Benjamin Gsell, 26, was born in Vienna, Austria, and sells second-hand clothes, otherwise known as Mitumba, in Gikomba, Nairobi.
He developed an interest in entrepreneurship at an early age and upon graduation, he landed a job in Dubai.
“I started out selling computer accessories while still in school, and explored other opportunities upon graduation. My goal back then was to find business opportunities in Africa or the Middle East,” he says.
But after five years, he decided to go back into entrepreneurship. He, however, put his plans on hold for a little while so he could travel. One of his destinations was Kenya.
“While visiting Nairobi for the first time in March 2017 and driving through the city, I was stunned by the proliferation of second-hand clothes along the streets,” says Benjamin.
After conducting his research into the trade, Benjamin relocated to Kenya in September last year and the following month, opened his first shop.
He spoke to Hustle about his business:
What made you go from working in Dubai to selling mitumba in Kenya?
I was fascinated by Africa, and Kenya in particular. After working for almost seven years in the corporate world, I had the chance to interact with a lot of start-ups, either mentoring them or investing in them. So after some time, I decided to apply the knowledge and experience I’d gained to start my own business. I have three shops in Nairobi’s Gikomba market, with most of my containers offloaded in Donholm. I sell my products to wholesalers looking to buy up to 100 bales – though, depending on the size of the bales, I can sell up to 10 bales at wholesale prices. I sell a bale at Sh4,000 to Sh19,000, depending on what’s inside, as well as sell some items on retail to boost profits.
How much did you start with?
My capital was around Sh5.5 million, which I raised from savings and my American business partner, whom I met while in Dubai.
Why did you decide to operate from Kenya?
In my opinion, Kenya has the most investor-friendly framework and the biggest market for the mitumba business in East Africa. I also think there’s political stability and the language barrier is not an issue here as English is spoken everywhere.
Where do you get your inventory from, and how do you bring it into the country?
Currently, I’m sourcing and sorting my clothes from the UK. The stock comes via ship to Mombasa and then via SGR to Nairobi. When I started out, I’d initially import clothes from several sorting plants, but then I discovered that to ensure we have consistent quality, we had to sort the clothes ourselves. We’re in the construction phase of opening our own factory in Romania, but for now we’re only sourcing for high-quality clothes from the UK.

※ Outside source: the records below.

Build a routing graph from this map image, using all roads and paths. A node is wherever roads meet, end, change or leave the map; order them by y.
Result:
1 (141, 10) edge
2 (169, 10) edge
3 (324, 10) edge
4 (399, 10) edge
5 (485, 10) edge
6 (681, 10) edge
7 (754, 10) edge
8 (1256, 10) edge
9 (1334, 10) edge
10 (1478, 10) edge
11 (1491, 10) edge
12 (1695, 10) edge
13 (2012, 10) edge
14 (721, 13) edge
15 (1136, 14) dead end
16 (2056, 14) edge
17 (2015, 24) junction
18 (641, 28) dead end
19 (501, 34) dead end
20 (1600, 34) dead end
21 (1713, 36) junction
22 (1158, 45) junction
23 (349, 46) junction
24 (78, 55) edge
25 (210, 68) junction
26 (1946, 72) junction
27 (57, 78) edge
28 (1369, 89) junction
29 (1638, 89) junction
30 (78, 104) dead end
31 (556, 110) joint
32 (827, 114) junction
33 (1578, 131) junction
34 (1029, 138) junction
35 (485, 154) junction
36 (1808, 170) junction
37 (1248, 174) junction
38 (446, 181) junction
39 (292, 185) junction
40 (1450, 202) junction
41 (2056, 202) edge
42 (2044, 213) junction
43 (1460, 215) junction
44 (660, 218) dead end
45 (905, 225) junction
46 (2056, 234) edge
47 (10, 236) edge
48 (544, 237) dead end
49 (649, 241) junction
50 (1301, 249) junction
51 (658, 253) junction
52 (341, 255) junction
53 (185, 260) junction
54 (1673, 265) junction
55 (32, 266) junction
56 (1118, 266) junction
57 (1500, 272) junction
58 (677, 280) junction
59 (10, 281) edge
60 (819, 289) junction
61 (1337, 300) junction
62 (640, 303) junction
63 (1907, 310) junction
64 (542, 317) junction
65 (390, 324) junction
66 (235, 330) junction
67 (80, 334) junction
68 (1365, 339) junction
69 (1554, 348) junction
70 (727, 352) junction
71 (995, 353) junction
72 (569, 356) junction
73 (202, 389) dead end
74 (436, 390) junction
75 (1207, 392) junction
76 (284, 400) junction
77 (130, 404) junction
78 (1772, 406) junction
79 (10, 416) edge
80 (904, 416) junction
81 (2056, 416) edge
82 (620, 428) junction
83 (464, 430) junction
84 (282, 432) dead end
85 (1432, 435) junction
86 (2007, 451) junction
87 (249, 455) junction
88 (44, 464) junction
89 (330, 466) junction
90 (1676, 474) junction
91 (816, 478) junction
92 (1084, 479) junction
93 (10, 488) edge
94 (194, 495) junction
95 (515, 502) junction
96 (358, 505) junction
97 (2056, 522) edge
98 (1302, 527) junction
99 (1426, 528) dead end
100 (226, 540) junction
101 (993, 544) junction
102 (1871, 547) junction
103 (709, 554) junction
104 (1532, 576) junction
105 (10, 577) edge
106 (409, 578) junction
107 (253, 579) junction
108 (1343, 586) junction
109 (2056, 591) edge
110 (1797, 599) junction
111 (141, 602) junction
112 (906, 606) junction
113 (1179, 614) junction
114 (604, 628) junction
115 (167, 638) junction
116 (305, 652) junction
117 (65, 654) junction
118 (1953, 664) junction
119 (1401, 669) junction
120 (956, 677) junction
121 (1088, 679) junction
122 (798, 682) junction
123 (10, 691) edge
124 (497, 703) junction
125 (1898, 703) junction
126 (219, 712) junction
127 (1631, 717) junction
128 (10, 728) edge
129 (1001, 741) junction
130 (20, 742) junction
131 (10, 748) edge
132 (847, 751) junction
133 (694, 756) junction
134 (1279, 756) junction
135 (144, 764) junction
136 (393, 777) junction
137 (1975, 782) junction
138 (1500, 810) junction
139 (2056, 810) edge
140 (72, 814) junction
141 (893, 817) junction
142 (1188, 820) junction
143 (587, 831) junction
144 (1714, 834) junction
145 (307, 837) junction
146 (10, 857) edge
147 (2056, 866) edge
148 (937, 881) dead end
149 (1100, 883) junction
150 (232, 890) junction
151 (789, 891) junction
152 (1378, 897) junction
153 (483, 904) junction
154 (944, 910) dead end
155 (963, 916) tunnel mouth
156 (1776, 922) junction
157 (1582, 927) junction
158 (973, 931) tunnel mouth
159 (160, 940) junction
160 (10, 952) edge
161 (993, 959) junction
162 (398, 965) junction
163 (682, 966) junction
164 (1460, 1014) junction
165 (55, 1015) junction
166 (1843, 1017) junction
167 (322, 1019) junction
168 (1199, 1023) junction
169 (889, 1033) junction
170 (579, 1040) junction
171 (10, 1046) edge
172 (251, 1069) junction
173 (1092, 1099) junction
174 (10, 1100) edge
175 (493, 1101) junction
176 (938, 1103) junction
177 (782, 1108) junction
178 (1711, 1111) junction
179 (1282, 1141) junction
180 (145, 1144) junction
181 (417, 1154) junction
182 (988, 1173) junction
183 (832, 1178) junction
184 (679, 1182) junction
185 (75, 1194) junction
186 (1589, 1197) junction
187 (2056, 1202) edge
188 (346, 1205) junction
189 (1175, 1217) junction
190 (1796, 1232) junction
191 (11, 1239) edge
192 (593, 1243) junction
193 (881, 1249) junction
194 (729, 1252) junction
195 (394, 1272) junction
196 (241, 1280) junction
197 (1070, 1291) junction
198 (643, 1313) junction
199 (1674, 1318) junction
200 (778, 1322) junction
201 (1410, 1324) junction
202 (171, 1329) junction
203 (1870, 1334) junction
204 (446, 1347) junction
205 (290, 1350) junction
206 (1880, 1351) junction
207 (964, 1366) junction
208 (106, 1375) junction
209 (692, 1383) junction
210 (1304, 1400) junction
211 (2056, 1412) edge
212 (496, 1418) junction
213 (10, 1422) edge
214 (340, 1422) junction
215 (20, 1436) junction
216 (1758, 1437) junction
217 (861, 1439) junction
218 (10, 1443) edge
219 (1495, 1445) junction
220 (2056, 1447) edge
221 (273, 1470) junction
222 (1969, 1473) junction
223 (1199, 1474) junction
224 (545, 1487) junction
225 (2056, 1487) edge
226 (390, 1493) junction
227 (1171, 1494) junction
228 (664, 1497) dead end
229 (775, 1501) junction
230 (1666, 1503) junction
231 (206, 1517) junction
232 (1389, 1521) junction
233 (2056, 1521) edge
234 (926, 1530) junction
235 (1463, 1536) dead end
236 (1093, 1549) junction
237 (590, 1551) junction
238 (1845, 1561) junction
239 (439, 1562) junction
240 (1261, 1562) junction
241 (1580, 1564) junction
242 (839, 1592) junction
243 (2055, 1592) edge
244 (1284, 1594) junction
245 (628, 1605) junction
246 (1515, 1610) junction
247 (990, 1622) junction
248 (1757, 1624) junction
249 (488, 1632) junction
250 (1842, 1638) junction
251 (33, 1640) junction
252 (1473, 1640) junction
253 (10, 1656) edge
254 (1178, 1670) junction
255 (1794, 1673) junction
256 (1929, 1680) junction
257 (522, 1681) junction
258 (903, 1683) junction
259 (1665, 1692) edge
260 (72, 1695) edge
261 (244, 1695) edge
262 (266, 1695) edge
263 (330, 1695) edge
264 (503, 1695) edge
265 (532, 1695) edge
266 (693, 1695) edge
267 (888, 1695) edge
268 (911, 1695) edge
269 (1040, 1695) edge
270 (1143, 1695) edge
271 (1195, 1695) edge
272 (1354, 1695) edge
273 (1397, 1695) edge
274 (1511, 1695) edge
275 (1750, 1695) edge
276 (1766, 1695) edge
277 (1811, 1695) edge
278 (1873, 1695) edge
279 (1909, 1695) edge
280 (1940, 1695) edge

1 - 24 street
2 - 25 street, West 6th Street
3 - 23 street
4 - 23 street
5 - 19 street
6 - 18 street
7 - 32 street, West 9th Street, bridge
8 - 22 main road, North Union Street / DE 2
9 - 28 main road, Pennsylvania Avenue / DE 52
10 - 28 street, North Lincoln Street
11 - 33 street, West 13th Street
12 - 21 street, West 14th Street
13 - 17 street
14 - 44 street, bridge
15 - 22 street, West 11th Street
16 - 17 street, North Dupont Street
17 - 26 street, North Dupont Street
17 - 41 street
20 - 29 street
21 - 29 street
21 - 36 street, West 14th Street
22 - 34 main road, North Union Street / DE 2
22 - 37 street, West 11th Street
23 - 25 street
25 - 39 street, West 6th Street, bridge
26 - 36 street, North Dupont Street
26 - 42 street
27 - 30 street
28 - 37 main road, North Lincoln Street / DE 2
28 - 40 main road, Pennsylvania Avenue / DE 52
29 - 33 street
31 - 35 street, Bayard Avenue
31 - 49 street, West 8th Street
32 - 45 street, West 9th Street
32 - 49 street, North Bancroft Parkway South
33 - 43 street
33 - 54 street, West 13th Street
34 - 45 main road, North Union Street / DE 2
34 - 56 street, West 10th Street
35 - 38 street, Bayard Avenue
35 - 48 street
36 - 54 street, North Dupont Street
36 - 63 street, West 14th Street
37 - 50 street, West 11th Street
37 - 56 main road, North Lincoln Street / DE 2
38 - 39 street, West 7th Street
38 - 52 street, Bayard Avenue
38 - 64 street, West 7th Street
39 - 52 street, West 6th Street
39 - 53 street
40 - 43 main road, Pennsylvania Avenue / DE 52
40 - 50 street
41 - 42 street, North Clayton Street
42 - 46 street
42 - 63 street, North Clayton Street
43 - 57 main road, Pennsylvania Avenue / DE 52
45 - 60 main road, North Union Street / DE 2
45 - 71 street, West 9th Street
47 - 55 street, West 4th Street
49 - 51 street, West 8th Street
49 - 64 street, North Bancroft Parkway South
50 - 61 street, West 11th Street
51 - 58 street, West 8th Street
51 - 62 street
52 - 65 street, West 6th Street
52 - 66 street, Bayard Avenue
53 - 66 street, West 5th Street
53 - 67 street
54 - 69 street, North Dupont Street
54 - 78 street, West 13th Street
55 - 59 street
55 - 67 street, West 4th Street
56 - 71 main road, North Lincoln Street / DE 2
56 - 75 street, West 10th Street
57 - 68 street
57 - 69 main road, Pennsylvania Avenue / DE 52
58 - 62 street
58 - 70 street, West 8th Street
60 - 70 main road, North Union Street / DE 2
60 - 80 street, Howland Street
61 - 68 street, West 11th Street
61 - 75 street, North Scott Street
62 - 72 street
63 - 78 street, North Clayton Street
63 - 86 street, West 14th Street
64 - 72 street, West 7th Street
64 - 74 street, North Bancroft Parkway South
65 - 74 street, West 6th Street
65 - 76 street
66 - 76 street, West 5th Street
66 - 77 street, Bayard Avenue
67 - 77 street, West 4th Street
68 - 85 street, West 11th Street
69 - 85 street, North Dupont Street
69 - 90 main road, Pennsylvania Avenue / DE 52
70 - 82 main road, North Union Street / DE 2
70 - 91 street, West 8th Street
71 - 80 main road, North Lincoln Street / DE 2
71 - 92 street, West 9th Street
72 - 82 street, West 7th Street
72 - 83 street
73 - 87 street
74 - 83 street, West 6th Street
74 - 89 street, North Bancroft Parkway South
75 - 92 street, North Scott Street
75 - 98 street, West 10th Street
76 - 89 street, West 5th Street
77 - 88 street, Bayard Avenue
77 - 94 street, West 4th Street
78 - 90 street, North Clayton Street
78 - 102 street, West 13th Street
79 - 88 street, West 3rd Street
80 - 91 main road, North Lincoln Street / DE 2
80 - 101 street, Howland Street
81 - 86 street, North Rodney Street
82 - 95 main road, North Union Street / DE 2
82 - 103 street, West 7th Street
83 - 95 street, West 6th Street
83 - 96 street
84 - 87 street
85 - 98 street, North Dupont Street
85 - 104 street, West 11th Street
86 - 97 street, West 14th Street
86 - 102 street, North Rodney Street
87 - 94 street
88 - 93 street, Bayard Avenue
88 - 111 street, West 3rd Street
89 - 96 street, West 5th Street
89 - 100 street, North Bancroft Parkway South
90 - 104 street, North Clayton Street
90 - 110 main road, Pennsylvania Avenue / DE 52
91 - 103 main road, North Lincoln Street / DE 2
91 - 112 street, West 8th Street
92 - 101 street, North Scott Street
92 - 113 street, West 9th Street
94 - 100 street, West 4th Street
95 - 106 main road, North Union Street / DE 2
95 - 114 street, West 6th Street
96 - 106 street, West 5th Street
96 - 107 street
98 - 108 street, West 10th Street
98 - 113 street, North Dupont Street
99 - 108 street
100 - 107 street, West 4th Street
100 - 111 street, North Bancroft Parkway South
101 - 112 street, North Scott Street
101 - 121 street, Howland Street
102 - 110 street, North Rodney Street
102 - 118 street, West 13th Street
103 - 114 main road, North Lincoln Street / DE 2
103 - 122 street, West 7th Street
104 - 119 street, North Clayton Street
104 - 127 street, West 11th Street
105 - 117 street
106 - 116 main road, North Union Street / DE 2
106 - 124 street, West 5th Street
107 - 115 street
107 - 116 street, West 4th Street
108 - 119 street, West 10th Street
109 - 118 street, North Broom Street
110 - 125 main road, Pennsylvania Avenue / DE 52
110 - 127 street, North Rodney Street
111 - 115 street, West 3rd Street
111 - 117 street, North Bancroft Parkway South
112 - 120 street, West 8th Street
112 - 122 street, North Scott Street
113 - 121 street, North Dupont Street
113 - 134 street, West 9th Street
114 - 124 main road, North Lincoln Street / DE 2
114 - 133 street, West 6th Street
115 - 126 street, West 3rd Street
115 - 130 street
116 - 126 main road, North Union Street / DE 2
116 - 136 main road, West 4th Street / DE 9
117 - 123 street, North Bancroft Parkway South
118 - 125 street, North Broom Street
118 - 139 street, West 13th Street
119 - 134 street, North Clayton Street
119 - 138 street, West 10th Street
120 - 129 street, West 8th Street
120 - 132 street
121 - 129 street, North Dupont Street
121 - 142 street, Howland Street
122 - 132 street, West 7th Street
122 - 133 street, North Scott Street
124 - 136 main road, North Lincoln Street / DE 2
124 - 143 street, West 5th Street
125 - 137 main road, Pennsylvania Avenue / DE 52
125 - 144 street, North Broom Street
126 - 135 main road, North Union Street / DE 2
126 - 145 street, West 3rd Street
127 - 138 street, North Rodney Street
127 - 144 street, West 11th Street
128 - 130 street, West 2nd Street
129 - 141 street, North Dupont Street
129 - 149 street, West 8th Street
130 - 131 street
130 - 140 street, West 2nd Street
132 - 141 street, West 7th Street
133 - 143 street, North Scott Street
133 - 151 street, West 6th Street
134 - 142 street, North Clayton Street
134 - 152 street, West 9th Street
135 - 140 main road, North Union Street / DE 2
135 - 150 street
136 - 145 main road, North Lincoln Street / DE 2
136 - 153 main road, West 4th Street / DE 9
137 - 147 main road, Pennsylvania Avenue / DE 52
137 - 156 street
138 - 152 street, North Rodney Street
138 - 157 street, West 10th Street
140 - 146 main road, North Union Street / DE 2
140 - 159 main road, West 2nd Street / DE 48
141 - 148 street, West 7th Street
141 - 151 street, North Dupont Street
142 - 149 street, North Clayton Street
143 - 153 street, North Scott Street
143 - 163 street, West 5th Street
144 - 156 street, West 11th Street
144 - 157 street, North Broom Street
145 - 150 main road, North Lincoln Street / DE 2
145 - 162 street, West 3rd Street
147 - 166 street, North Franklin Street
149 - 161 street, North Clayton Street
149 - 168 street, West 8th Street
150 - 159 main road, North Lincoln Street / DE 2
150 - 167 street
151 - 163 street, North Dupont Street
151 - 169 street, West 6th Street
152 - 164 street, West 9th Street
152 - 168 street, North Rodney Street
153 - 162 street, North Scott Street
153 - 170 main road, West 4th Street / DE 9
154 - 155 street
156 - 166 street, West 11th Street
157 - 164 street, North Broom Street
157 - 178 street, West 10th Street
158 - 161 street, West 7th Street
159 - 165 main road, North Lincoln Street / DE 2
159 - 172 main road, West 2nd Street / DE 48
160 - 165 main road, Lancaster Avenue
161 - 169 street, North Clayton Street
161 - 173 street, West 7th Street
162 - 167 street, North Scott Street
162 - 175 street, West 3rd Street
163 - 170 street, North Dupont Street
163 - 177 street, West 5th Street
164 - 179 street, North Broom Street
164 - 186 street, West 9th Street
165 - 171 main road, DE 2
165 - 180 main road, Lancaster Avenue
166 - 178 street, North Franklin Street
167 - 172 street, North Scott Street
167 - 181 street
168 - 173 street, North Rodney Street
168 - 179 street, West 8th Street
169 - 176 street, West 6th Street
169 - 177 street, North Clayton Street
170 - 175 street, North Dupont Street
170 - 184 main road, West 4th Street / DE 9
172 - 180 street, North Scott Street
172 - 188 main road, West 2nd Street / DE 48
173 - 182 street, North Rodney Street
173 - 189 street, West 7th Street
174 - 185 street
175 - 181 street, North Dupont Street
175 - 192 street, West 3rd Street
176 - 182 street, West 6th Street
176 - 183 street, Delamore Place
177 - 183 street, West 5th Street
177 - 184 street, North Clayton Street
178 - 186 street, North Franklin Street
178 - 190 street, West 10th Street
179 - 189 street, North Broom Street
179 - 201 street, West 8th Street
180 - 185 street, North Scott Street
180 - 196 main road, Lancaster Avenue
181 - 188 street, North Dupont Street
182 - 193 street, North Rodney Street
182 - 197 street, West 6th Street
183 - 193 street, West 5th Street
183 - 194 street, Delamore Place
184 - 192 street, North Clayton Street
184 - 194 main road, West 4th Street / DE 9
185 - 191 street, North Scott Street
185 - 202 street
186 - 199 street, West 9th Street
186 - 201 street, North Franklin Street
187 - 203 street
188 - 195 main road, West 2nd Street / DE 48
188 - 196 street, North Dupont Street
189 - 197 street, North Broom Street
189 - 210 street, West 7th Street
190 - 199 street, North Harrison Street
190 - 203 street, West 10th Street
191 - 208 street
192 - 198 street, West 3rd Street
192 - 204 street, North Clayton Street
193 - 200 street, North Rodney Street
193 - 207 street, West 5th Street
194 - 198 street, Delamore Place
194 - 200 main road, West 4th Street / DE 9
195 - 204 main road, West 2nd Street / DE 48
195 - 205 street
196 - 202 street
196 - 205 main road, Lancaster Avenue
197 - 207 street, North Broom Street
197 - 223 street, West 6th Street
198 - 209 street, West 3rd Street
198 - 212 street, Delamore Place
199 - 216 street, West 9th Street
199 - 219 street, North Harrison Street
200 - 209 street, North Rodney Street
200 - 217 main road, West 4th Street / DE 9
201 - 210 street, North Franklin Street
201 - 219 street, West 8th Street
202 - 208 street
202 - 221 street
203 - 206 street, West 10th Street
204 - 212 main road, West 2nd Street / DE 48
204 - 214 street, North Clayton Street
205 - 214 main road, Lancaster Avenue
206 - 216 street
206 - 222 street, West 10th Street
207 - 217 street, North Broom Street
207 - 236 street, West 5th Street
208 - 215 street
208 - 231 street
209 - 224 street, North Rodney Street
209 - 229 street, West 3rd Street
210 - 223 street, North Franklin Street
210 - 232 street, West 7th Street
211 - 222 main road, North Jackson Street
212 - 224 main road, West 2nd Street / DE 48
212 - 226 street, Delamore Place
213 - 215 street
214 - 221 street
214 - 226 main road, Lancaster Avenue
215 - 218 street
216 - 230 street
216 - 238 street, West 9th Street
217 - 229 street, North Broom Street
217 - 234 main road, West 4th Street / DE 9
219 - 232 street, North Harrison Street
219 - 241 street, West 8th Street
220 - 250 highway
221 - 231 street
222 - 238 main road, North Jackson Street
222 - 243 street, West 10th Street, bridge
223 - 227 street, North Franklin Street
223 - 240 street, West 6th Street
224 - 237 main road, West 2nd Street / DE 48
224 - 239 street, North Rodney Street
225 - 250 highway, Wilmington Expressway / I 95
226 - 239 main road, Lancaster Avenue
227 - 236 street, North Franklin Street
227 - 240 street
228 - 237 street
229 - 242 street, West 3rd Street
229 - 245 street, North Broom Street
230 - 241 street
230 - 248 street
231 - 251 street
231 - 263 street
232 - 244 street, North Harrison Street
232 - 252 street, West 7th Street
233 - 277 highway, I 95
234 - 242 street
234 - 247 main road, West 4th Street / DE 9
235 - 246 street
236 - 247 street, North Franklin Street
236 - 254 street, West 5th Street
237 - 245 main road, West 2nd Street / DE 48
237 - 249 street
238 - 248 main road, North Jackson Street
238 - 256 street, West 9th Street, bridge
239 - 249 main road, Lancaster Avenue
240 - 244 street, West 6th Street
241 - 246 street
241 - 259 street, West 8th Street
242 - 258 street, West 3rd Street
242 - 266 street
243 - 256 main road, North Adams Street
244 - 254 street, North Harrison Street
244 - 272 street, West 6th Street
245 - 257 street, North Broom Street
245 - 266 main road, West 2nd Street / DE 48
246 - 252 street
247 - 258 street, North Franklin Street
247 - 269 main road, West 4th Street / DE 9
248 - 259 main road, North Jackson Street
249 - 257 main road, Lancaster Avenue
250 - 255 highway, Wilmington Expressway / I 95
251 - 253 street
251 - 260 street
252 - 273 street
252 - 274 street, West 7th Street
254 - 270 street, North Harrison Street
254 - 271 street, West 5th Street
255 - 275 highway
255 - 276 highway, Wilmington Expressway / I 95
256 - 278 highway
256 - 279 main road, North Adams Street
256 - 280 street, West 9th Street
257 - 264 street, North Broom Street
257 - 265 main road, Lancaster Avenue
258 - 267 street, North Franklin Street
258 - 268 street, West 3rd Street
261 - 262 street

What barriers did you face in understanding the Kenyan market?
There were a few challenges in the beginning, including finding reliable and trustworthy partners. Another barrier was market entry – how would we get people to trust and buy our products? Mitumba traders are well known so most customers stick to what they know. However, we overcame this obstacle by providing excellent quality and pricing, as well as making deliveries within Nairobi. We still experience some problems, such as delays at the port and SGR, as well as the collection of payment because of low money circulation, but this was worse earlier on.
Didn’t the discussions around banning of second-hand clothes in Kenya discourage you from setting up your business?
I was aware of discussions around banning mitumba, but the Government has been talking about doing this for years and never implemented it. It’s also clear that many households in Kenya make a living from the sale of second-hand clothes. As long as the Government isn’t providing any alternatives to bridge and provide jobs for the almost two million people who are directly or indirectly making money out of mitumba, I don’t see any concerns in the near future.
Who are your biggest competitors?
There are some very well established people in the industry who have very strong distribution channels and many years of experience. These are my biggest competitors. However, I have a big advantage because I source and pack my clothes in-house, and there are only a handful companies in the market positioned like I am.
How is business is doing so far?
The business is going well so far – obviously with a few hitches, particularly during the election period. However, I’m still very bullish as there’s a lack of good quality products in the market. We’re also looking to optimise the supply chain and open wholesale shops or identify key wholesalers to partner with in places like Kisumu, Nakuru, Eldoret and Migori. We also want to expand into other East African countries, such as Tanzania and Uganda, as well into key markets in West Africa, like Ghana, Benin, Togo and Nigeria, in 2019.